┌──

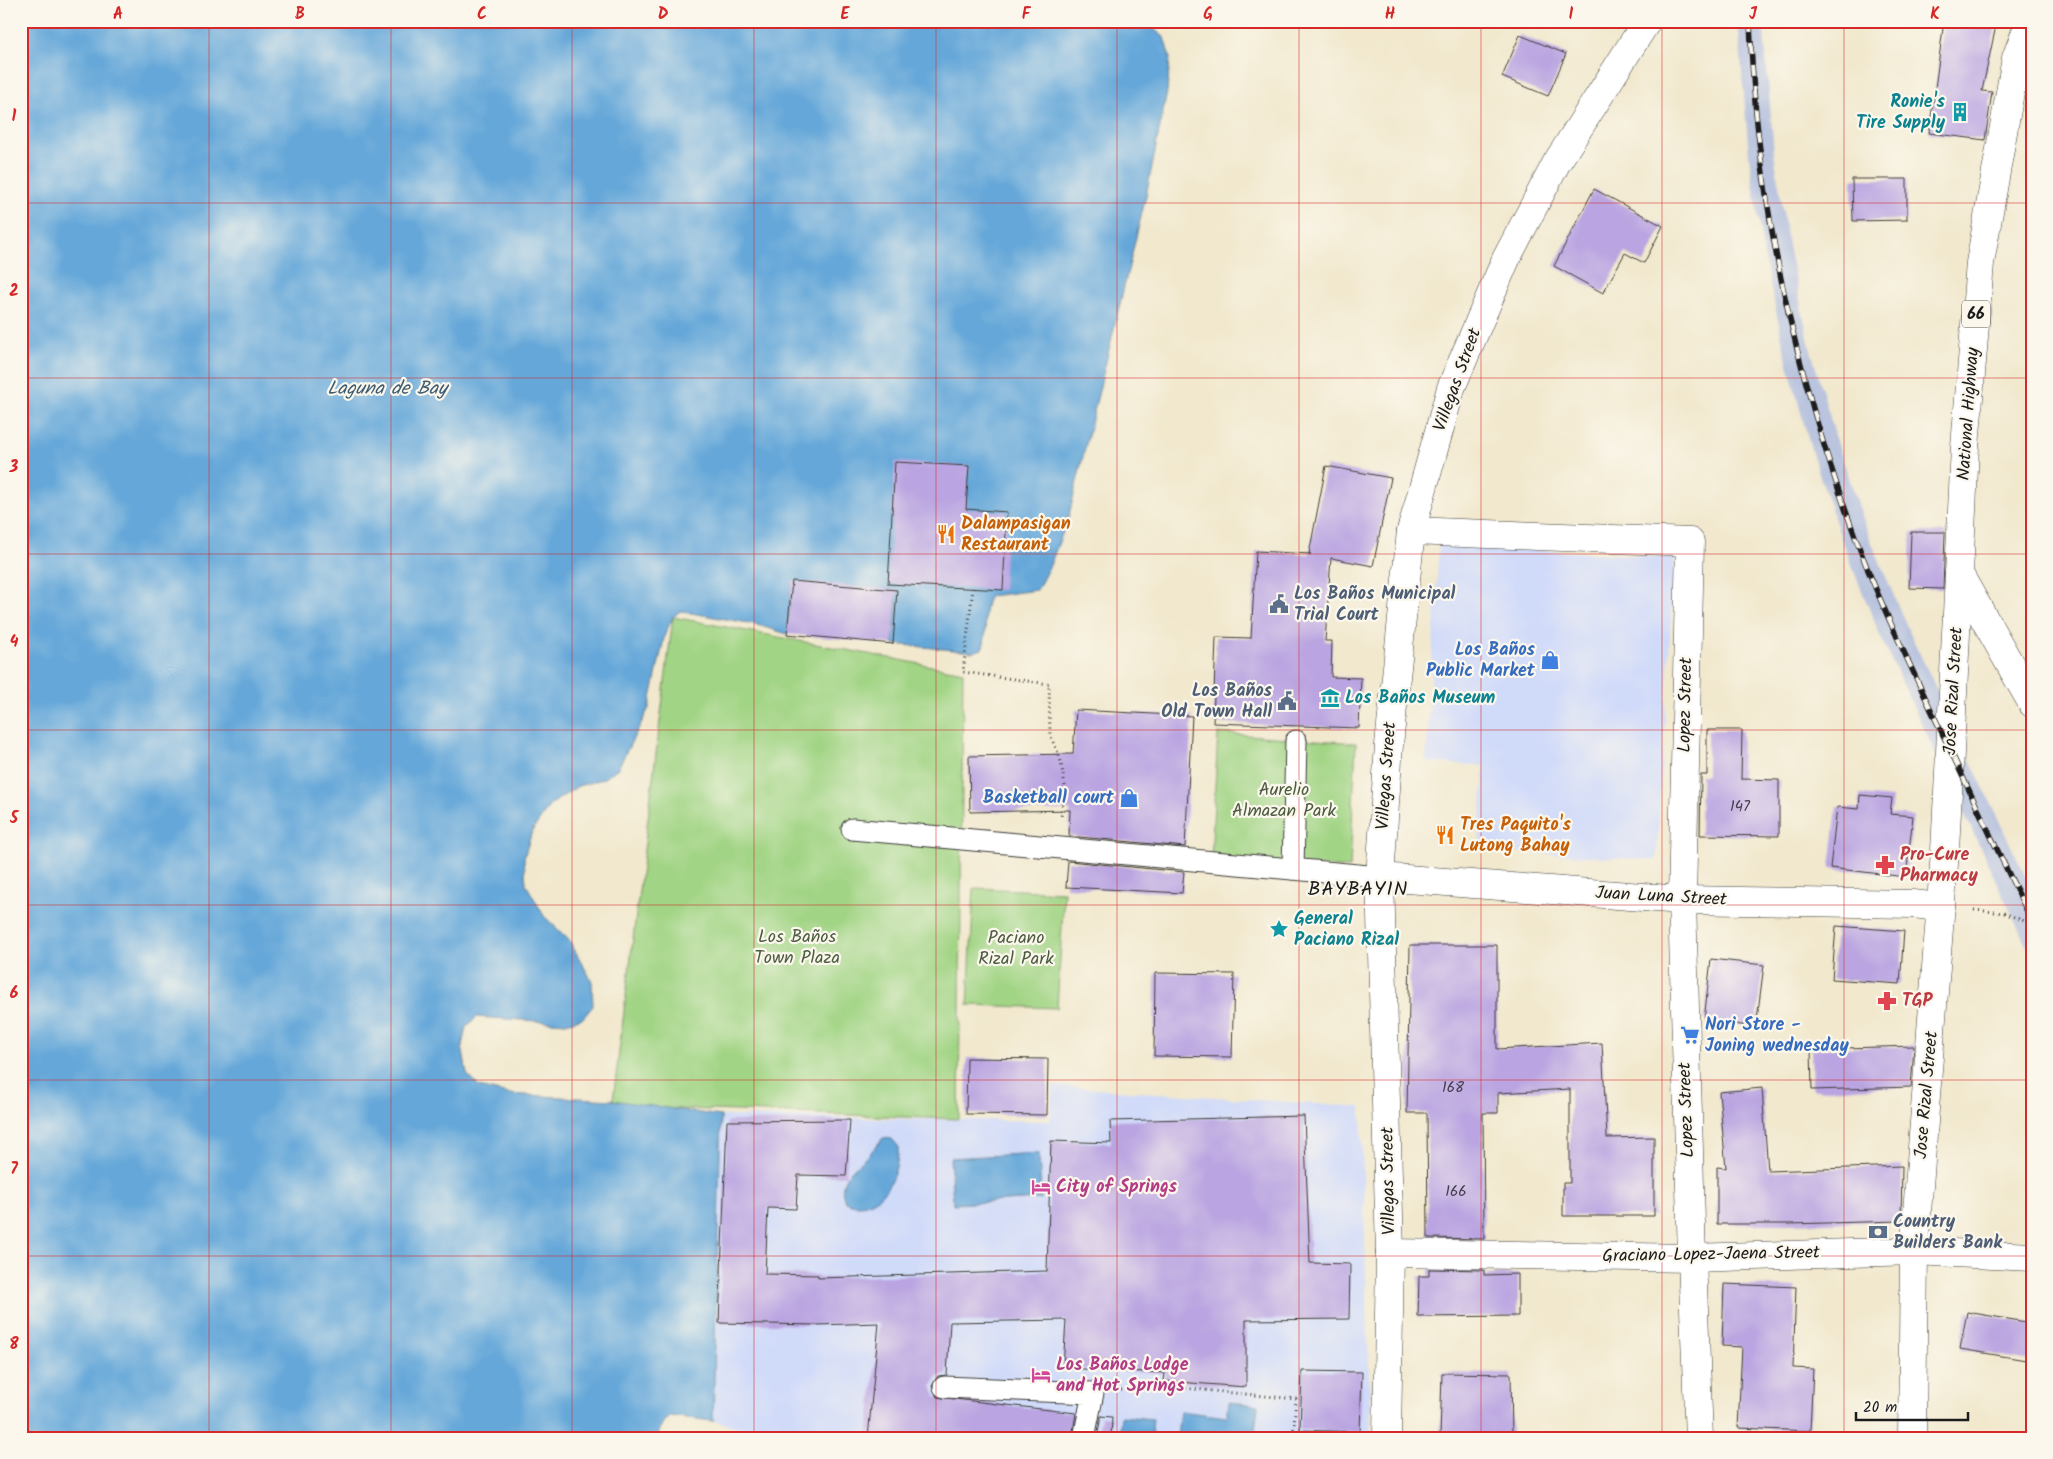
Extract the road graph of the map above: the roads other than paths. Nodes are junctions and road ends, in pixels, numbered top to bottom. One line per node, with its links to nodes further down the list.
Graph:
1 (1647, 21): 3 (street, Villegas Street)
2 (2030, 21): 4 (street, National Highway / 66)
3 (1411, 531): 9 (street, Villegas Street); 10 (street, Lopez Street)
4 (1959, 574): 5 (street); 11 (street, Jose Rizal Street)
5 (2032, 703)
6 (1296, 741): 8 (lane)
7 (852, 829): 8 (lane)
8 (1293, 869): 9 (lane)
9 (1380, 877): 10 (street, Juan Luna Street); 13 (street, Villegas Street)
10 (1682, 900): 11 (street, Juan Luna Street); 15 (street, Lopez Street)
11 (1941, 907): 12 (street, Jose Rizal Street)
12 (1914, 1251): 14 (street, Graciano Lopez-Jaena Street); 15 (street, Graciano Lopez-Jaena Street); 20 (street, Jose Rizal Street)
13 (1390, 1252): 15 (street, Graciano Lopez-Jaena Street); 18 (street, Villegas Street)
14 (2032, 1257)
15 (1692, 1258): 19 (street, Lopez Street)
16 (944, 1387): 17 (lane)
17 (1084, 1438)
18 (1387, 1438)
19 (1699, 1438)
20 (1912, 1438)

└──

- How to complete this task: Output the records above exactly as written, but leave out the pictures.

- Answer space:
Extract the road graph of the map above: the roads other than paths. Nodes are junctions and road ends, in pixels, numbered top to bottom. One line per node, with its links to nodes further down the list.
Graph:
1 (1647, 21): 3 (street, Villegas Street)
2 (2030, 21): 4 (street, National Highway / 66)
3 (1411, 531): 9 (street, Villegas Street); 10 (street, Lopez Street)
4 (1959, 574): 5 (street); 11 (street, Jose Rizal Street)
5 (2032, 703)
6 (1296, 741): 8 (lane)
7 (852, 829): 8 (lane)
8 (1293, 869): 9 (lane)
9 (1380, 877): 10 (street, Juan Luna Street); 13 (street, Villegas Street)
10 (1682, 900): 11 (street, Juan Luna Street); 15 (street, Lopez Street)
11 (1941, 907): 12 (street, Jose Rizal Street)
12 (1914, 1251): 14 (street, Graciano Lopez-Jaena Street); 15 (street, Graciano Lopez-Jaena Street); 20 (street, Jose Rizal Street)
13 (1390, 1252): 15 (street, Graciano Lopez-Jaena Street); 18 (street, Villegas Street)
14 (2032, 1257)
15 (1692, 1258): 19 (street, Lopez Street)
16 (944, 1387): 17 (lane)
17 (1084, 1438)
18 (1387, 1438)
19 (1699, 1438)
20 (1912, 1438)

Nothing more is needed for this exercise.